The massive biomedical innovation bill that breezed through the U.S. House of Representatives last summer is moving through the Senate, albeit on much weaker tailwinds. In the first of three scheduled hearings, the Senate’s health committee today approved an initial set of bipartisan proposals aimed at speeding the discovery and development of new medical treatments. Lawmakers hope the bills can be combined into a companion to the House bill, known as 21st Century Cures.
This piecemeal approach, which Senate health committee chair Lamar Alexander (R–TN) laid out last month, signaled partisan tensions over certain proposals in 21st Century Cures, notably an $8.75 billion boost for the National Institutes of Health (NIH) over 5 years, which in the House proposal would consist of dedicated mandatory funding, not subject to the annual budget appropriations process and budget caps. (The House bill proposes selling oil from the Strategic Petroleum Reserves to create the needed revenue.)
Alexander has been resistant to that approach, together with Republican colleagues on the Health, Education, Labor and Pensions committee. Today he indicated that the NIH windfall isn’t off the table, and that he is personally “willing to consider using mandatory funds” to support five priority areas: President Obama’s precision medicine initiative, the recently announced cancer moonshot, the Brain Research through Advancing Innovative Neurotechnologies initiative, a system of grants for “big ideas” across NIH institutes, and support for young investigators. (Those first three programs are also priorities in President Obama’s 2017 budget request released today.) But he noted that any proposal would need to find that funding by reducing existing mandatory spending elsewhere. And because many Republicans on the committee are resistant to mandatory funding, Alexander said he will reserve the question of how to pay for an NIH increase for the debate on the full Senate floor.
Instead, the committee today approved seven less controversial measures, including a bill to create a “Next Generation of Researchers Initiative” within the NIH Office of the Director to promote early-career researchers—also a priority in the House bill—and another to ease regulatory requirements for drugs targeting rare genetic diseases by allowing their sponsors to rely on data from previous submissions to the U.S. Food and Drug Administration (FDA).
Those baby steps are encouraging to some. “There was a lot of holding of breath on the outside—are they actually going to start to put some stuff out?” says Margaret Anderson, executive director of FasterCures, a think tank in Washington, D.C. “Now that that’s happening, I think there’s a sense of momentum … and I get the sense that the committee’s not done putting forward bills.”

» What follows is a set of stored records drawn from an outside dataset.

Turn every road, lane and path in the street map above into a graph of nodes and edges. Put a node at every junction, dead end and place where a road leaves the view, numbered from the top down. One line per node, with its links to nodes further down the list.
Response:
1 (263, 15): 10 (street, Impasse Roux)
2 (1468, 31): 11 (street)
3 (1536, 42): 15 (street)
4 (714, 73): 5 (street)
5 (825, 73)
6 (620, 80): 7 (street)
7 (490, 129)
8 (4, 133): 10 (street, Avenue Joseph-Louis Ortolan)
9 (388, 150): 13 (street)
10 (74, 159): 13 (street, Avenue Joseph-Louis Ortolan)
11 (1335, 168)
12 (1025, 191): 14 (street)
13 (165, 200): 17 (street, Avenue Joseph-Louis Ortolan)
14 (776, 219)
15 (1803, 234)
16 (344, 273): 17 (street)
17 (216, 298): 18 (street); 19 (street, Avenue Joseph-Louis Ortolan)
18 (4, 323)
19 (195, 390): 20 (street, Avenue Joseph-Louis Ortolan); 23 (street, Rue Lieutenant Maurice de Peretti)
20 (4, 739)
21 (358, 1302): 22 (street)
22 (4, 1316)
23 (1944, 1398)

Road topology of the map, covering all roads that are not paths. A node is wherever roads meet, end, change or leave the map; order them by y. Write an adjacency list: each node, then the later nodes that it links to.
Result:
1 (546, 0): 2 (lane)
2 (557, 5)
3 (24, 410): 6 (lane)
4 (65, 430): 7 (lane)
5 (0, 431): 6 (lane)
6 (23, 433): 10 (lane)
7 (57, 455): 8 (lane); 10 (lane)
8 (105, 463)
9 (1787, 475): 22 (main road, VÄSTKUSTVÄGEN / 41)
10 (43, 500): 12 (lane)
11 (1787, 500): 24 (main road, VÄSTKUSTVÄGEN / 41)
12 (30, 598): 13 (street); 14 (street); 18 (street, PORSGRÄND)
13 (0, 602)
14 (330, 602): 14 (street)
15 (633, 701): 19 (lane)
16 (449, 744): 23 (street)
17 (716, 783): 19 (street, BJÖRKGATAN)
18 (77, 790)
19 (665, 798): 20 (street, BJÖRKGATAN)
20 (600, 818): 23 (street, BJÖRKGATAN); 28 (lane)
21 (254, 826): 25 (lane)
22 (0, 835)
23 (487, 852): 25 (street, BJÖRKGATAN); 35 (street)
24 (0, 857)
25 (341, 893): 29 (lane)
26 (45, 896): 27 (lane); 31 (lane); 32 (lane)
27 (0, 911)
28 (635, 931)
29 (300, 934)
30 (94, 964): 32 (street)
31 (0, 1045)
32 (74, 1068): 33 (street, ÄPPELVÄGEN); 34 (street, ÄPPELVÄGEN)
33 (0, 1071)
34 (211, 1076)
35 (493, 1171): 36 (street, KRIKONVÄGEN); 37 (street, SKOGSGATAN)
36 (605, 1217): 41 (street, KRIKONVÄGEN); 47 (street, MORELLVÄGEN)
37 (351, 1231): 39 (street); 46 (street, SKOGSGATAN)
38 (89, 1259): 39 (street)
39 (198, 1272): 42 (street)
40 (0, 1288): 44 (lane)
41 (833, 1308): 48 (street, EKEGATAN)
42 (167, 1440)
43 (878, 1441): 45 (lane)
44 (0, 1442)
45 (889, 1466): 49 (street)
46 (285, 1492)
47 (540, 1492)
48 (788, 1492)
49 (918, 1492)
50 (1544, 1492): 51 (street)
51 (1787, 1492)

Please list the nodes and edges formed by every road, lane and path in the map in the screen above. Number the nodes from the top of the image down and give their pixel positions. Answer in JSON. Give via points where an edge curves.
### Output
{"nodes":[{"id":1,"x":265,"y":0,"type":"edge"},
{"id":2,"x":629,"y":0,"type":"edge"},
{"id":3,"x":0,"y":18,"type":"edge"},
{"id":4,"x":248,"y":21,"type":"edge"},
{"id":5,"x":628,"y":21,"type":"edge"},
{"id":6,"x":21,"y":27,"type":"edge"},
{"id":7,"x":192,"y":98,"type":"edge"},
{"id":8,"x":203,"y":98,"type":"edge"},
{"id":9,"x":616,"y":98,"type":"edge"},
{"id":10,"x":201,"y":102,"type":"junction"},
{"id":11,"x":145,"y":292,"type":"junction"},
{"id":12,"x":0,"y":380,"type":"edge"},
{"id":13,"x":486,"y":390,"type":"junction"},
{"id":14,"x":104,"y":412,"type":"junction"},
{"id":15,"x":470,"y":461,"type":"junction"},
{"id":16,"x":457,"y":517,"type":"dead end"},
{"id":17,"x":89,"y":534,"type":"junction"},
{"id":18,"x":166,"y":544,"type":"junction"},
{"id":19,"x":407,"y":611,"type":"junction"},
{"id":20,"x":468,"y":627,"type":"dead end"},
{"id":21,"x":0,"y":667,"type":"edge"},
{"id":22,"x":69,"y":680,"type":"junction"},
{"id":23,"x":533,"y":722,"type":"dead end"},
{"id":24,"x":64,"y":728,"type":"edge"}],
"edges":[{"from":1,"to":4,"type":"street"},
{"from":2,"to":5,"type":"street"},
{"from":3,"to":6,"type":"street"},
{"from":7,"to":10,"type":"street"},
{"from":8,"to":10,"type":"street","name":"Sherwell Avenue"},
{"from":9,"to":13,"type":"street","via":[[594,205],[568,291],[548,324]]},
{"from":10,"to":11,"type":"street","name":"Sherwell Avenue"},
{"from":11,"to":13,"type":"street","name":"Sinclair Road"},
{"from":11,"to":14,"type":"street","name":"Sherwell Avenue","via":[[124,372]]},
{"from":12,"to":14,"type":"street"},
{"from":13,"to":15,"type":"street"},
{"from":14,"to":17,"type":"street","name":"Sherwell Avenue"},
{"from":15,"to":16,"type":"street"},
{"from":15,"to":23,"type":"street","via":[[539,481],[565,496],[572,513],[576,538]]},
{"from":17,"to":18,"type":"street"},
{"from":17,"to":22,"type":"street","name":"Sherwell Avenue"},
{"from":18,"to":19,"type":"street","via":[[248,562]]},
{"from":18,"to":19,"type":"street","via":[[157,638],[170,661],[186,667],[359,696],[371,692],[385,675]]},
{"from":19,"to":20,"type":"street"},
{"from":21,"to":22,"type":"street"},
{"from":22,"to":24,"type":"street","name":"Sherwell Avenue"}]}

But some Democratic committee members are unwilling to save for later the issue of mandatory funding for NIH and FDA. “A handful of smaller targeted changes like we’re voting on today won’t get us where we need to be,” Elizabeth Warren (D–MA), told the committee today. She accused Republican lawmakers of diverting the conversation from research funding and trying to loosen FDA’s requirements for drugmakers at the expense of patient safety. “If Republicans are determined to gut [FDA] under the guise of improving it, then get ready for a fight on this,” said Warren, who pledged not to support any more “so-called ‘innovation’ legislation” until the committee reached a bipartisan agreement that includes guaranteed NIH funding.
Richard Burr (R–NC) heaped on the pessimism. “There’s not going to be an innovation bill,” he said. “I plan to write one, but I doubt there’s one that can get out of this committee.”
Despite the dark clouds, a preliminary agenda for the panel’s 9 March hearing includes discussion about “bipartisan legislation to modernize [FDA] and [NIH],” including ways to support both precision medicine and the cancer moonshot.